Polémique autour du documentaire sur le massacre à Relizane
Polémique autour du documentaire sur le massacre à Relizane
France 3 nous écrit
Le Matin, 17 mars 2001
Dans son édition du jeudi 15 mars 2001, Le Matin
annonce la diffusion sur France 3, le 28 mars, d’une
émission intitulée « L’Algérie, autopsie d’un massacre
» consacrée au massacre de Relizane.
Le quotidien algérien annonce que « les rescapés qui y
témoignent affirment aujourd’hui que c’est l’AIS qui a
commis ces massacres », choisissant d’imprimer entre
guillemets : « C’était l’AIS ».
Il est de la seule responsabilité du Marin d’affirmer
une telle chose.
L’objectif de ce document, qui est toujours en
montage, consiste avant tout à retrouver et faire
entendre les témoins du massacre de Relizane.
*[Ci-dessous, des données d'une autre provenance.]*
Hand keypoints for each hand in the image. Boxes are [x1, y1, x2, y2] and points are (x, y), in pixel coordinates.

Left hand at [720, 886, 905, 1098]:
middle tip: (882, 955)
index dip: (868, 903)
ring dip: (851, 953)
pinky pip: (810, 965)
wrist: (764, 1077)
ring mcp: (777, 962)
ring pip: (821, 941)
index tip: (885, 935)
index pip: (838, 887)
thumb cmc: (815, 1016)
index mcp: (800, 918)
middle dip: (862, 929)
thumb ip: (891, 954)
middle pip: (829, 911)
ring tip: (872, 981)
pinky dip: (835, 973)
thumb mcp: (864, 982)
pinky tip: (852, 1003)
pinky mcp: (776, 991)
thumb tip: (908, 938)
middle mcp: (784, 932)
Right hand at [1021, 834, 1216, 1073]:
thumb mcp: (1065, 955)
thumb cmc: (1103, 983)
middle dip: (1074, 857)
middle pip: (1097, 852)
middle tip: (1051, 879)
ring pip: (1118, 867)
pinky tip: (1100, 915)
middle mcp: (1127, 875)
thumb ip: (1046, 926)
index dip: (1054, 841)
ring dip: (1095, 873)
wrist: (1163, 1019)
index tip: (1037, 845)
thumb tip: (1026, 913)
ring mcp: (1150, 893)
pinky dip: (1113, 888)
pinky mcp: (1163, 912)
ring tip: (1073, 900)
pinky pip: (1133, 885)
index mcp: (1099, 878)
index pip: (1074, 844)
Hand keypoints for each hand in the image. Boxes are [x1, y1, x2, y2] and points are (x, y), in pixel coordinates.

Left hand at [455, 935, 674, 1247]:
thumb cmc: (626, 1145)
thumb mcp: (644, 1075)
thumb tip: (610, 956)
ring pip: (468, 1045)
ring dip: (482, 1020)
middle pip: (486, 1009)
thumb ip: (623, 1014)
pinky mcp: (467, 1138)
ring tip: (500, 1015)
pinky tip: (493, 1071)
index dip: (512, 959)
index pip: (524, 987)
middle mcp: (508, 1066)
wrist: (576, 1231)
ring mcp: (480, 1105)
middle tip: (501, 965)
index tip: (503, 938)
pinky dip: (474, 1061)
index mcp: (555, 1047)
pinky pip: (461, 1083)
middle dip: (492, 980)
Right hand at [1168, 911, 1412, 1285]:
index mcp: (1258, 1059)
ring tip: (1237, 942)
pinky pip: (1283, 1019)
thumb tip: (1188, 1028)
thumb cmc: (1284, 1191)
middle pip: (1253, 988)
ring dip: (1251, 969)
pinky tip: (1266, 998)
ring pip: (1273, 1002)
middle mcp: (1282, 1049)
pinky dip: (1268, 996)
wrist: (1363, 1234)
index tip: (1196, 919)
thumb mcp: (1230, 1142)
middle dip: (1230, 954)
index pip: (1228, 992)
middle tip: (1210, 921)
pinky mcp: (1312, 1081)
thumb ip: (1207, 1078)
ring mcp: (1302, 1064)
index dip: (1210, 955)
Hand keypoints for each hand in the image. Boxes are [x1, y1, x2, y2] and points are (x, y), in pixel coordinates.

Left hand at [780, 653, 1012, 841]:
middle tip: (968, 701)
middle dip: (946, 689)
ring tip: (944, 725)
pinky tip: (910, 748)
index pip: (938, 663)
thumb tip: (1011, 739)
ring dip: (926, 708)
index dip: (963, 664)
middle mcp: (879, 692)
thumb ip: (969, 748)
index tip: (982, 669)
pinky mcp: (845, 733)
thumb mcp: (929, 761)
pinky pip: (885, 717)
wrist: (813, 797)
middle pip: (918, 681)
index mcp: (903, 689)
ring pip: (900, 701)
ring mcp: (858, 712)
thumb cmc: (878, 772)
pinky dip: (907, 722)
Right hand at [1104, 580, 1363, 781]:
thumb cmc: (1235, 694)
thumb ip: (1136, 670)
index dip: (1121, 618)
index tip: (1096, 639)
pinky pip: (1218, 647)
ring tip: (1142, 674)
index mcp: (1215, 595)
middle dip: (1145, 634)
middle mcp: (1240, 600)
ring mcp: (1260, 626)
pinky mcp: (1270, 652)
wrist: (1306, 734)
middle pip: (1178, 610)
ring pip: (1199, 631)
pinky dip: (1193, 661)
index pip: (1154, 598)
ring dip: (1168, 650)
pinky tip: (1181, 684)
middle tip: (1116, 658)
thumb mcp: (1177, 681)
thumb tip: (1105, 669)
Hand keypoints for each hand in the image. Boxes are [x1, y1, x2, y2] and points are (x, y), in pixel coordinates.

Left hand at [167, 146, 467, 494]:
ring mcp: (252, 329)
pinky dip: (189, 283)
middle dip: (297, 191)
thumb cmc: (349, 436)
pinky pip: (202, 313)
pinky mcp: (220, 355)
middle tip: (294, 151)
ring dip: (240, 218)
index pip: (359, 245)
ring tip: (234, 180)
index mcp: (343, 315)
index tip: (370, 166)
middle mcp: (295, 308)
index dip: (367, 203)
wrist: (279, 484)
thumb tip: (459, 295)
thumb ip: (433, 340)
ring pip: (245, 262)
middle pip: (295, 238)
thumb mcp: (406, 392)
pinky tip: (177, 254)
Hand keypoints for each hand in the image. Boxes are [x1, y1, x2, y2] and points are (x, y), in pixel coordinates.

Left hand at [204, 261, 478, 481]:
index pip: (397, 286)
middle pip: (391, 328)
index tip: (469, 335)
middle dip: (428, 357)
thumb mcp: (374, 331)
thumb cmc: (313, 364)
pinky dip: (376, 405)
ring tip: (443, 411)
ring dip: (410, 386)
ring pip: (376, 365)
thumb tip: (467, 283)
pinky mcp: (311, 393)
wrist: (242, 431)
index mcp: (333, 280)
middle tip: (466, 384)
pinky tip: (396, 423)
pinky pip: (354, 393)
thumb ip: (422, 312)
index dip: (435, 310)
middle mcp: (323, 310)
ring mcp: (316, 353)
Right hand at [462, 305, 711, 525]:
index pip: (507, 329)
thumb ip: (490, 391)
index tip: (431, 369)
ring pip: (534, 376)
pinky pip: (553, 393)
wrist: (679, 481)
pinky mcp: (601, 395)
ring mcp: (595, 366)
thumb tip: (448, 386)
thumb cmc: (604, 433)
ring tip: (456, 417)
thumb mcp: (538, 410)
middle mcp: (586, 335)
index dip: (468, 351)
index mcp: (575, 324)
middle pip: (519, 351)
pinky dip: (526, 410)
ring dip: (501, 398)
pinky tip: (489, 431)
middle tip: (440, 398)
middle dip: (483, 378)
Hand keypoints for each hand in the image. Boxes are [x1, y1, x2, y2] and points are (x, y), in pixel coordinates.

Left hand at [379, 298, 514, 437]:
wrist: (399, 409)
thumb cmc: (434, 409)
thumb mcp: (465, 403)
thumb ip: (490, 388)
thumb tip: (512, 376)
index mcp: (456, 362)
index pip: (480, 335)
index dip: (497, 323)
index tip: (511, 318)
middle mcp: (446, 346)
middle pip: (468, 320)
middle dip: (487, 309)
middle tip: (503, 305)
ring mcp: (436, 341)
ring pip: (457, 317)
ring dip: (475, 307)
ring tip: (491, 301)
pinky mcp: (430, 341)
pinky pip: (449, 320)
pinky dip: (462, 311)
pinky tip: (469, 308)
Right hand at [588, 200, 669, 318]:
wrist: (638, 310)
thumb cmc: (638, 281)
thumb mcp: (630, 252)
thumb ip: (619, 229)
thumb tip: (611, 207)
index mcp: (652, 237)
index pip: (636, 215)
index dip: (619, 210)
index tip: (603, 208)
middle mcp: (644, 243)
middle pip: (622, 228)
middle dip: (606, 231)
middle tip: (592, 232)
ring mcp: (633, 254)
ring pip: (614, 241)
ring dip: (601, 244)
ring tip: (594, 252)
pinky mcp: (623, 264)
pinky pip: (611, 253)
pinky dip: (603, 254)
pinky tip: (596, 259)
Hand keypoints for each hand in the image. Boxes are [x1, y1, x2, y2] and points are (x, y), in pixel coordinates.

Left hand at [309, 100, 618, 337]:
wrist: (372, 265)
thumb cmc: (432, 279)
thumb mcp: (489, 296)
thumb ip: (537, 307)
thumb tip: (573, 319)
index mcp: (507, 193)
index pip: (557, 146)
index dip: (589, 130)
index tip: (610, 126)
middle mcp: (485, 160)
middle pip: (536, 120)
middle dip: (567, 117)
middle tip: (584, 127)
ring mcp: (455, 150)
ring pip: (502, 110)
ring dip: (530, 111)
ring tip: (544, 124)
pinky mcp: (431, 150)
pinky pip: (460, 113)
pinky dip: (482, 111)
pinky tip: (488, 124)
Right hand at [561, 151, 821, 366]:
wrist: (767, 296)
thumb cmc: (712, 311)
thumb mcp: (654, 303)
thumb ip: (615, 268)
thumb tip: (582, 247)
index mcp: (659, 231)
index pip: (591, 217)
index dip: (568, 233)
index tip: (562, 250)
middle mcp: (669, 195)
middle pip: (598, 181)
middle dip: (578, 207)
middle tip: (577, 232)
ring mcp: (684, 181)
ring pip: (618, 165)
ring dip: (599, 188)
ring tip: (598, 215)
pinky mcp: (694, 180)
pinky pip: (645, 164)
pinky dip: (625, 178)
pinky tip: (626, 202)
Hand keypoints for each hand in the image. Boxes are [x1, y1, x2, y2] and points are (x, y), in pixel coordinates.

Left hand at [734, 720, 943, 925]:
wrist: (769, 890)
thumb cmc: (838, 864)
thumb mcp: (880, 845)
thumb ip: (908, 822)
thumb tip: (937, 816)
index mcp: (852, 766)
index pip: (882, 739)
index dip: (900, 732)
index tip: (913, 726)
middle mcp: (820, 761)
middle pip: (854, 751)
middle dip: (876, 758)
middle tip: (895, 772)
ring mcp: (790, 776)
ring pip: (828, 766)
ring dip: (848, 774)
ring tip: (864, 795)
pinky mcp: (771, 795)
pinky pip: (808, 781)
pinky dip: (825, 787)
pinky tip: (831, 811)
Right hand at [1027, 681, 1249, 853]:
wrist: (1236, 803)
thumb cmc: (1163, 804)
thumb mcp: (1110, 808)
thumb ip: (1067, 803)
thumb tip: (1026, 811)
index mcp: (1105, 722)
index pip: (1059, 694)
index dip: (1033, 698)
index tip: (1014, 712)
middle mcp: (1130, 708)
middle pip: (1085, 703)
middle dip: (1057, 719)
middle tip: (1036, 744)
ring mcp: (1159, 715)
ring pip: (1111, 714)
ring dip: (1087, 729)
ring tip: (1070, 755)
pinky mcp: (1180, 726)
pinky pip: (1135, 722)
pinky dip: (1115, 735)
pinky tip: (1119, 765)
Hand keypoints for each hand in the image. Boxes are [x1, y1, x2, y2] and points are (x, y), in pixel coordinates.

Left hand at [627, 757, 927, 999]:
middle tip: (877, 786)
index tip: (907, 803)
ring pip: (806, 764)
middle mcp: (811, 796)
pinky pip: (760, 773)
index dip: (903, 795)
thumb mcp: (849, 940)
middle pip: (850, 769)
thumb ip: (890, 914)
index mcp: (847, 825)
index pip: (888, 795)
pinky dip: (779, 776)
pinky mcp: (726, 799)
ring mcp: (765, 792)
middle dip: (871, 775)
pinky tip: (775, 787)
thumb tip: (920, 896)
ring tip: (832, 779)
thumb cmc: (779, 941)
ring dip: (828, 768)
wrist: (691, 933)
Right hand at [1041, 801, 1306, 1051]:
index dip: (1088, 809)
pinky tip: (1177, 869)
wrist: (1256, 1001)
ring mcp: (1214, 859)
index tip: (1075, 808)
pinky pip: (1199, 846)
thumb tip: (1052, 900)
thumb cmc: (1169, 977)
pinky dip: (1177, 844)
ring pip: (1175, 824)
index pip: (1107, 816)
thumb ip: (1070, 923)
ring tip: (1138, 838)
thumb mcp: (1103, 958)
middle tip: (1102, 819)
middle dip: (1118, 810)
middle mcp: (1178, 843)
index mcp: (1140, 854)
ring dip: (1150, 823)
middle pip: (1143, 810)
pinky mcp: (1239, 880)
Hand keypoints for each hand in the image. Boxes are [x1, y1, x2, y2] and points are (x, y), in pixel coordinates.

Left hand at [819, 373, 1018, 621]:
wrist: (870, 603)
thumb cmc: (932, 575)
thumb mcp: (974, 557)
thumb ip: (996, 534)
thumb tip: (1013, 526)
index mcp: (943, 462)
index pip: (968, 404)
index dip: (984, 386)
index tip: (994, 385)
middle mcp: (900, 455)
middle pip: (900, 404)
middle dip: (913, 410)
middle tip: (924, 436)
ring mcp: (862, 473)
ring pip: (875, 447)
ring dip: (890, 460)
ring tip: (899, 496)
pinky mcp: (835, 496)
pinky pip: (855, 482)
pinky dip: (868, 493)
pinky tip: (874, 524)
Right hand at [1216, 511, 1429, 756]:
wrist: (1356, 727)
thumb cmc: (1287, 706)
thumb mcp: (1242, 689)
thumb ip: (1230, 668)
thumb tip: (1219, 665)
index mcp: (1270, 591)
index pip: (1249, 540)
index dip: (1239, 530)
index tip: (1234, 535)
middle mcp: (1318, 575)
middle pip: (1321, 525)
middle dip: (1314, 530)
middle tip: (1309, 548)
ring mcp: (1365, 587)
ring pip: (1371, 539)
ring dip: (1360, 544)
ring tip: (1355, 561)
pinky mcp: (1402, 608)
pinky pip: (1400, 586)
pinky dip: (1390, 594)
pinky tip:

A partir d’une cassette vidéo tournée par l’AIS sur
les lieux mêmes, France 3 tente de reconstituer les
circonstances de ce drame.
Au cours de cette enquête, seules des questions sont
posées et rien ne permet d’affirmer la responsabilité
de l’AIS ou de quelque groupe ou personne que ce soit.
Bien au contraire, France 3 expose ainsi au public
français l’extrême difficulté qu’il y a à désigner
précisément les coupables de ce massacre.
France 3 tient donc à démentir les conclusions de
notre confrère Le Matin.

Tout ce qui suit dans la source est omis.